ESTORIL, Portugal (Reuters) - State-owned Estonian utility Eesti Energia plans to list up to 49 percent of its Enefit Renewables unit early next year in an initial public offering (IPO) that could raise up to 500 million euros (440.55 million pounds), Chief Executive Hando Sutter said.
The IPO is planned for the first half of next year, with the timing to be detailed in August, he said.
The company is looking to raise “a few 100 million euros”, probably less than half a billion euros, Sutter told Reuters on the sidelines of the Eurelectric utility conference.
The listing, which was agreed in the new Estonian government’s coalition agreement in November, could make Enefit Renewables the biggest listed company on the Tallinn exchange and will be the biggest IPO in the Baltics in years.
Shipping group Tallink is the biggest company on the Baltic stock index .OMXBPI with a market value of about 620 million euros.
“(Enefit Renewables) is a little bit too big for Tallinn, it might have made sense to list it somewhere else, but the government wanted to make the domestic stock exchange more active,” Sutter said.
Eesti Energia is Estonia’s main electricity retailer, with a market share of about 60 percent.
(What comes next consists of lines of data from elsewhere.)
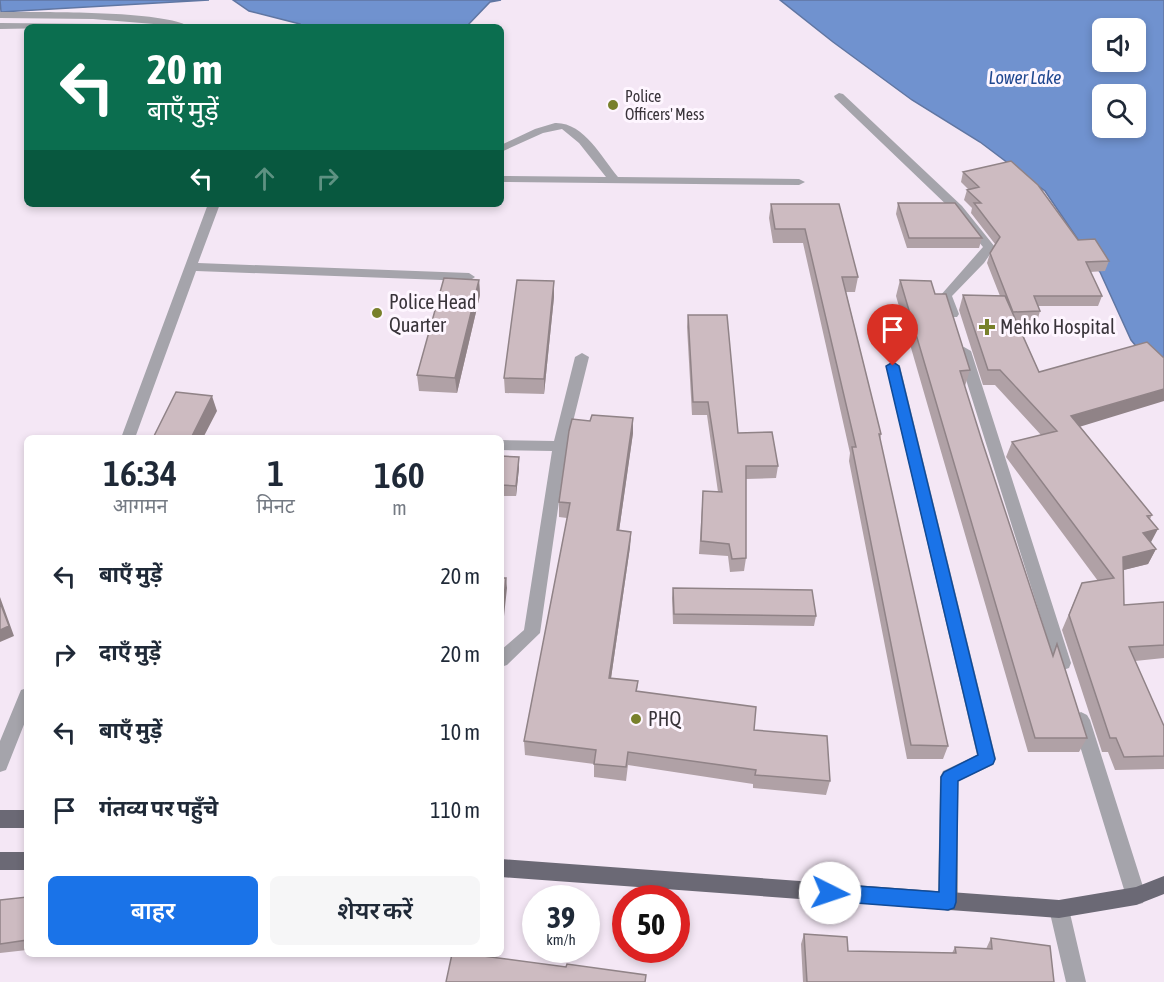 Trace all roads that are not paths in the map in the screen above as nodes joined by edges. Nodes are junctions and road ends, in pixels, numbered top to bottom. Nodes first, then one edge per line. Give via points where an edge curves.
1 (0, 15) edge
2 (172, 24) edge
3 (0, 27) edge
4 (24, 27) edge
5 (839, 96) dead end
6 (504, 148) edge
7 (504, 179) edge
8 (615, 180) junction
9 (799, 182) dead end
10 (213, 207) edge
11 (191, 267) junction
12 (469, 277) edge
13 (582, 357) dead end
14 (893, 366) dead end
15 (129, 435) edge
16 (504, 445) edge
17 (560, 446) junction
18 (504, 657) edge
19 (1068, 681) edge
20 (24, 703) edge
21 (1076, 704) edge
22 (0, 764) edge
23 (0, 819) edge
24 (24, 819) edge
25 (0, 861) edge
26 (24, 861) edge
27 (504, 868) edge
28 (1164, 885) edge
29 (1136, 896) junction
30 (948, 902) junction
31 (1059, 909) junction
32 (1076, 982) edge

1 - 2 street via 94,16
3 - 4 street
5 - 19 street via 958,209 988,247 946,296
6 - 8 street via 550,127 565,126
7 - 8 street
8 - 9 street
10 - 11 street
11 - 12 street
11 - 15 street
13 - 17 street
14 - 30 street via 987,759 950,777
16 - 17 street
17 - 18 street via 532,633
20 - 22 street
21 - 29 street
23 - 24 main road
25 - 26 main road
27 - 30 main road
28 - 29 main road
29 - 31 main road
30 - 31 main road
31 - 32 street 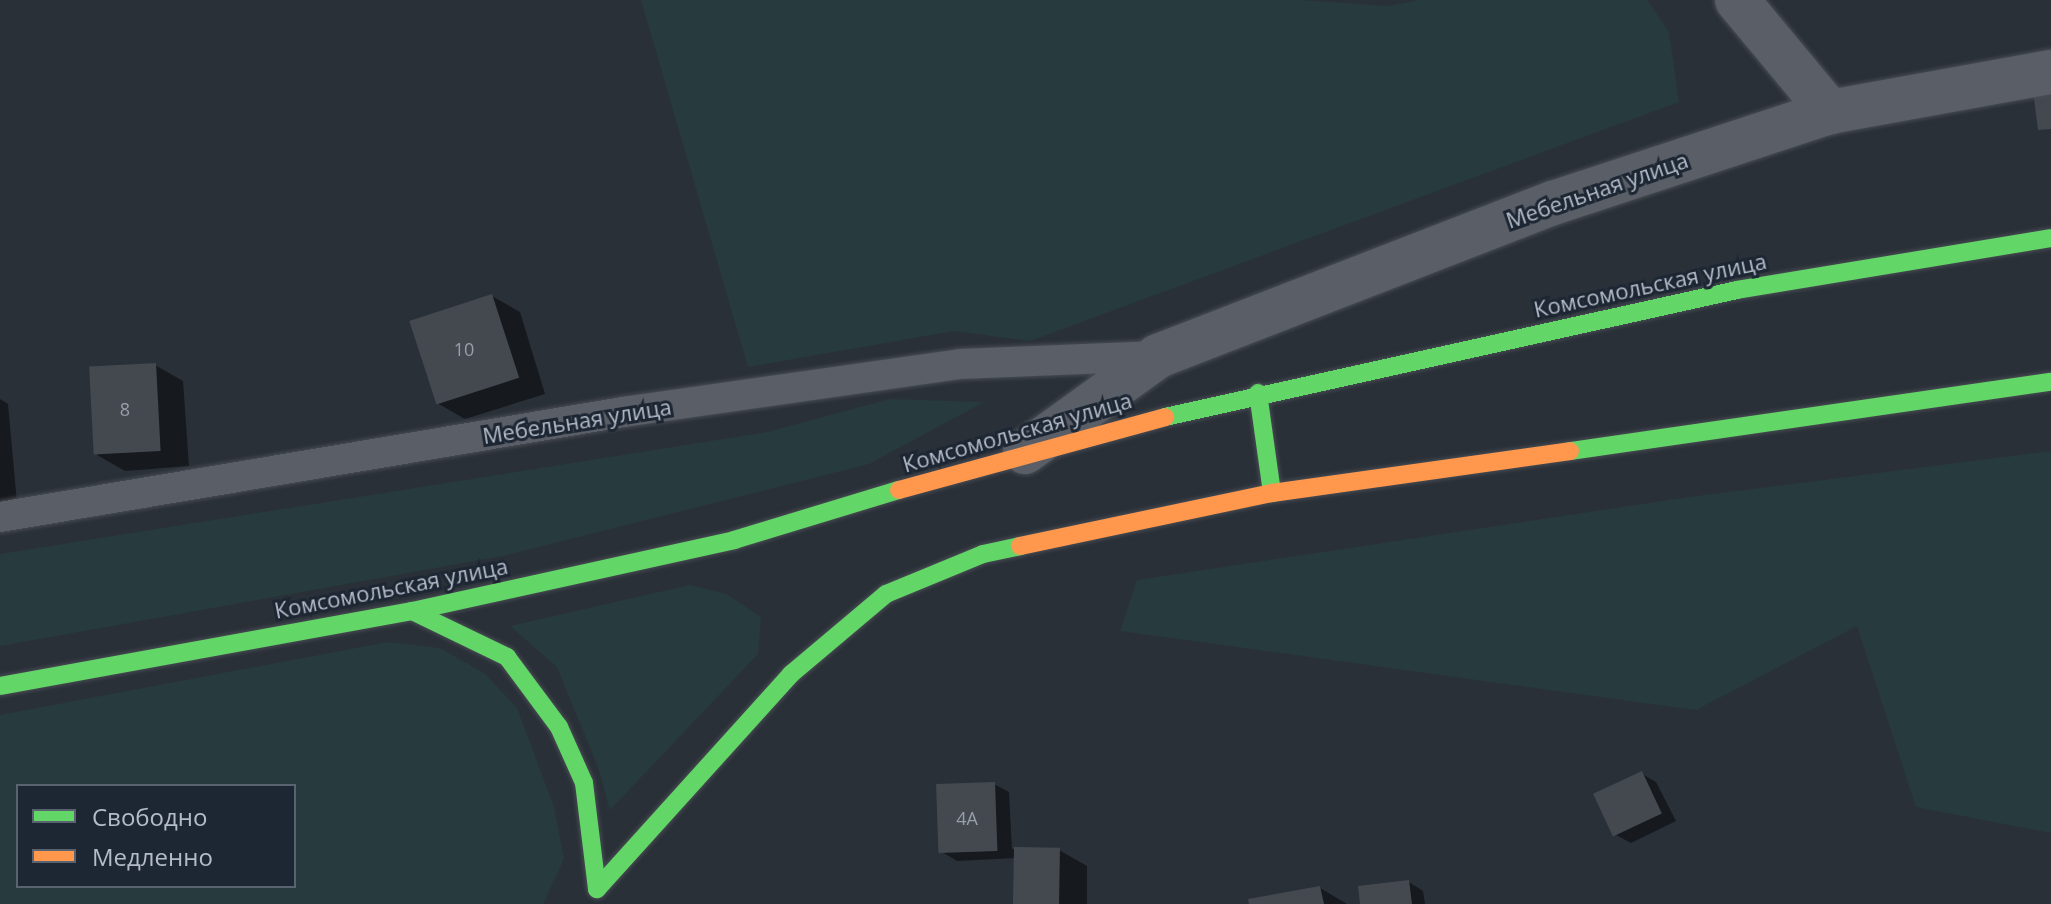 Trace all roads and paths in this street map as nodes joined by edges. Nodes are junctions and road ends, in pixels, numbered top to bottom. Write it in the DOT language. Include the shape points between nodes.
graph roads {
  1 [pos="1737,0"];
  2 [pos="2051,72"];
  3 [pos="1830,112"];
  4 [pos="2051,238"];
  5 [pos="1158,356"];
  6 [pos="2051,382"];
  7 [pos="1258,393"];
  8 [pos="1025,452"];
  9 [pos="1272,493"];
  10 [pos="0,517"];
  11 [pos="412,611"];
  12 [pos="0,686"];
  1 -- 3 [label="street"];
  2 -- 3 [label="street, Мебельная улица"];
  3 -- 5 [label="street, Мебельная улица" via="1553,203"];
  4 -- 7 [label="main road, Комсомольская улица" via="1737,290"];
  5 -- 8 [label="street, Мебельная улица"];
  5 -- 10 [label="lane, Мебельная улица" via="960,364 623,412"];
  6 -- 9 [label="main road"];
  7 -- 8 [label="main road, Комсомольская улица"];
  7 -- 9 [label="main road"];
  8 -- 11 [label="main road, Комсомольская улица" via="734,540"];
  9 -- 11 [label="main road" via="983,554 886,594 791,674 597,889 584,783 559,727 507,657"];
  11 -- 12 [label="main road, Комсомольская улица"];
} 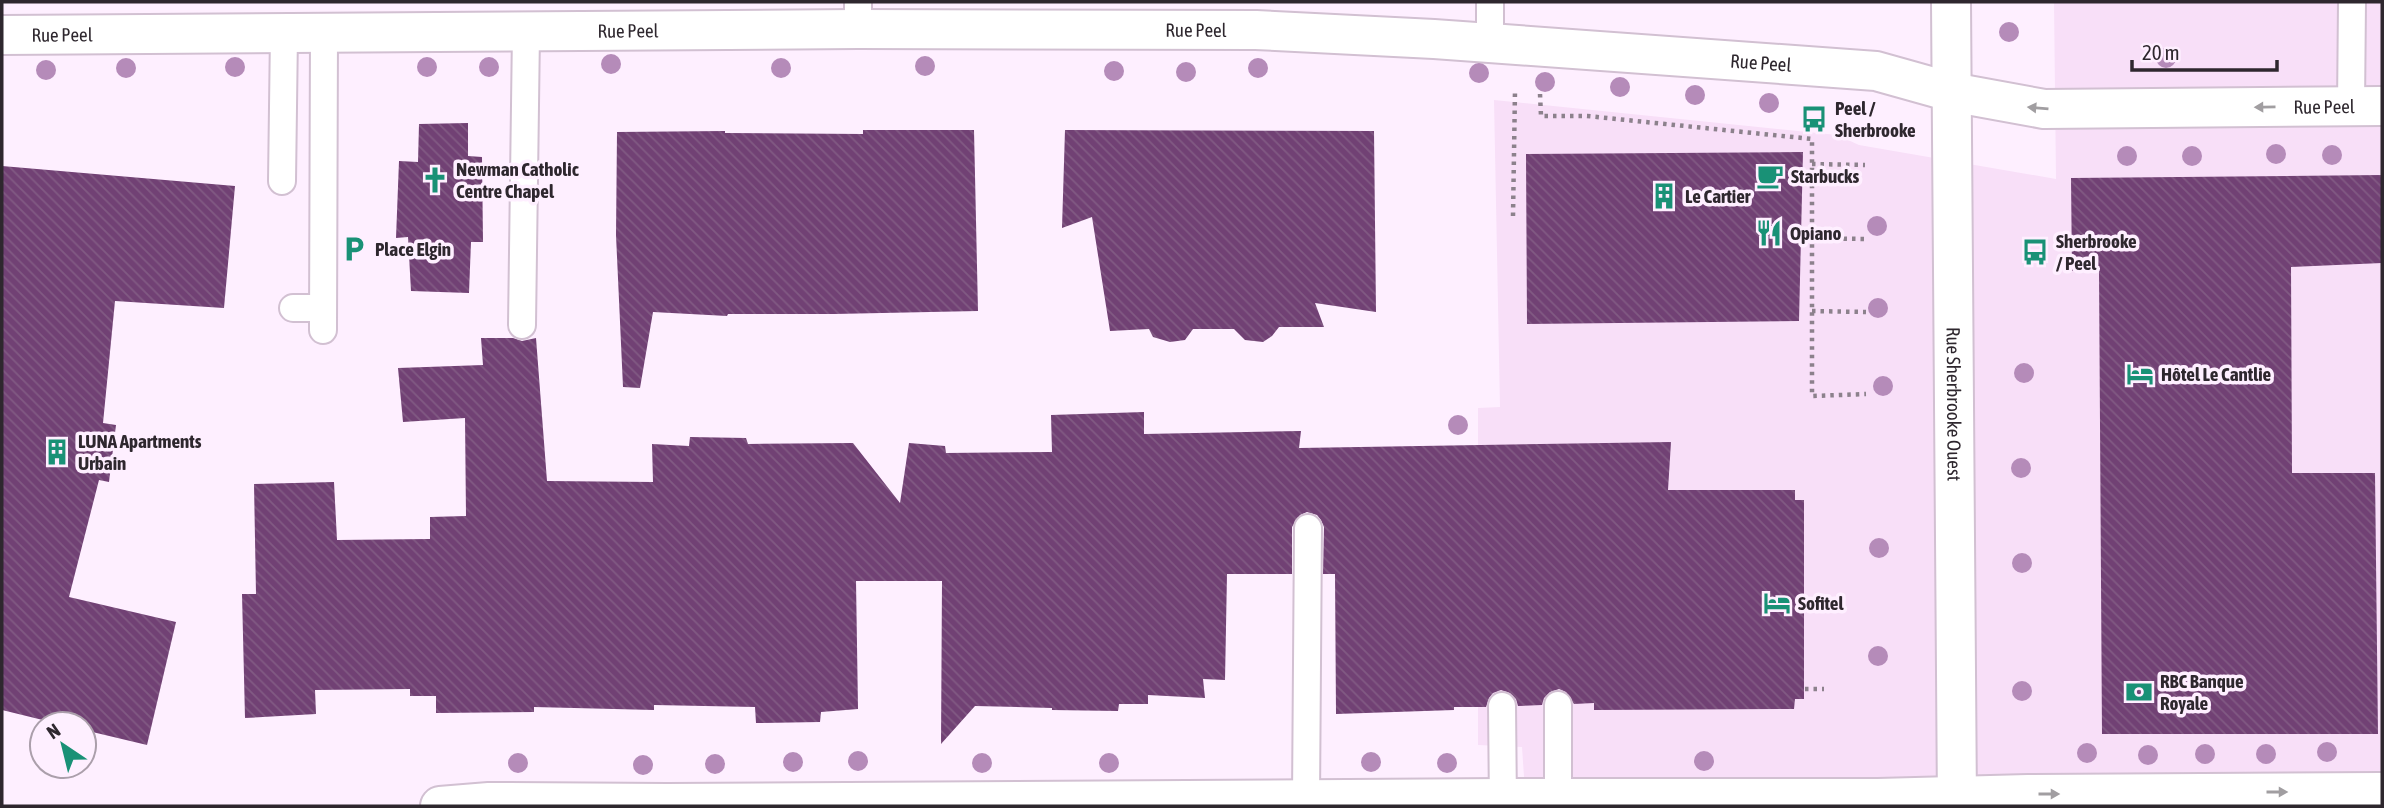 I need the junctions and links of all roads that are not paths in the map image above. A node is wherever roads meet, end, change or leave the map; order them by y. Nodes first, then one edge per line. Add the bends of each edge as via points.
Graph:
1 (1490, 2) edge
2 (1951, 2) edge
3 (2352, 2) edge
4 (858, 16) edge
5 (526, 32) junction
6 (284, 33) junction
7 (324, 33) junction
8 (2, 36) edge
9 (1490, 43) junction
10 (1951, 92) junction
11 (2367, 106) edge
12 (282, 181) dead end
13 (293, 309) dead end
14 (522, 325) dead end
15 (1308, 528) dead end
16 (1558, 705) dead end
17 (1502, 706) dead end
18 (2382, 792) edge
19 (1558, 798) junction
20 (1306, 799) junction
21 (1957, 801) edge
22 (1503, 802) edge
23 (440, 806) edge

1 - 9 lane
2 - 10 street, Rue Sherbrooke Ouest
3 - 11 lane
4 - 5 street, Rue Peel
4 - 9 street, Rue Peel
5 - 7 street, Rue Peel
5 - 14 lane
6 - 7 street, Rue Peel
6 - 8 street, Rue Peel
6 - 12 lane
7 - 13 lane via 323,319
9 - 10 street, Rue Peel via 1876,71
11 -> 10 street, Rue Peel via 2044,110
10 - 21 street, Rue Sherbrooke Ouest
15 - 20 lane
16 - 19 lane
17 - 22 lane
21 -> 18 street
19 - 21 street
19 - 22 street
20 - 22 street
20 - 23 street via 501,802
It also has a 20 percent market share in Latvia and about 10 percent in Lithuania.
Sutter said the Estonian government had also considered listing the entire firm but decided to start with the renewables unit as that is where most of the company’s capital spending will go.
Sutter said the lion’s share of the IPO proceeds, some 180 million euros, would go towards the development of a new 140 megawatt (MW) wind park in Tootsi, southwest Estonia. A tender for the park’s turbines, with probable capacity of 3 MW each, has been launched.
Eesti Energia also has other renewable energy projects, in wind and biomass.
The tiny Baltic country has total wind capacity of 300 MW, which accounts for about 8 percent of total power consumption.
About 85 percent of the country’s electricity is generated from oil shale, which Eesti Energia mines and burns in its own power stations.
Eesti Energia - which operates abroad under the Enefit brand name - has also just acquired a gas and power licence in Poland, where it has set up an office and hired a team to launch power retailing.
Eesti Energia is one of the most digitalised utilities in Europe, with 95 percent of its 650,000 customers on paperless digital subscriptions.
Forty percent of the company’s customers are on so-called dynamic tariffs linked directly to wholesale power prices and many have apps on their phone that allow them to take advantage of low prices to charge electric vehicles or heat up water boilers.
Sutter said the company wanted to boost its digital retail offering in neighbouring countries.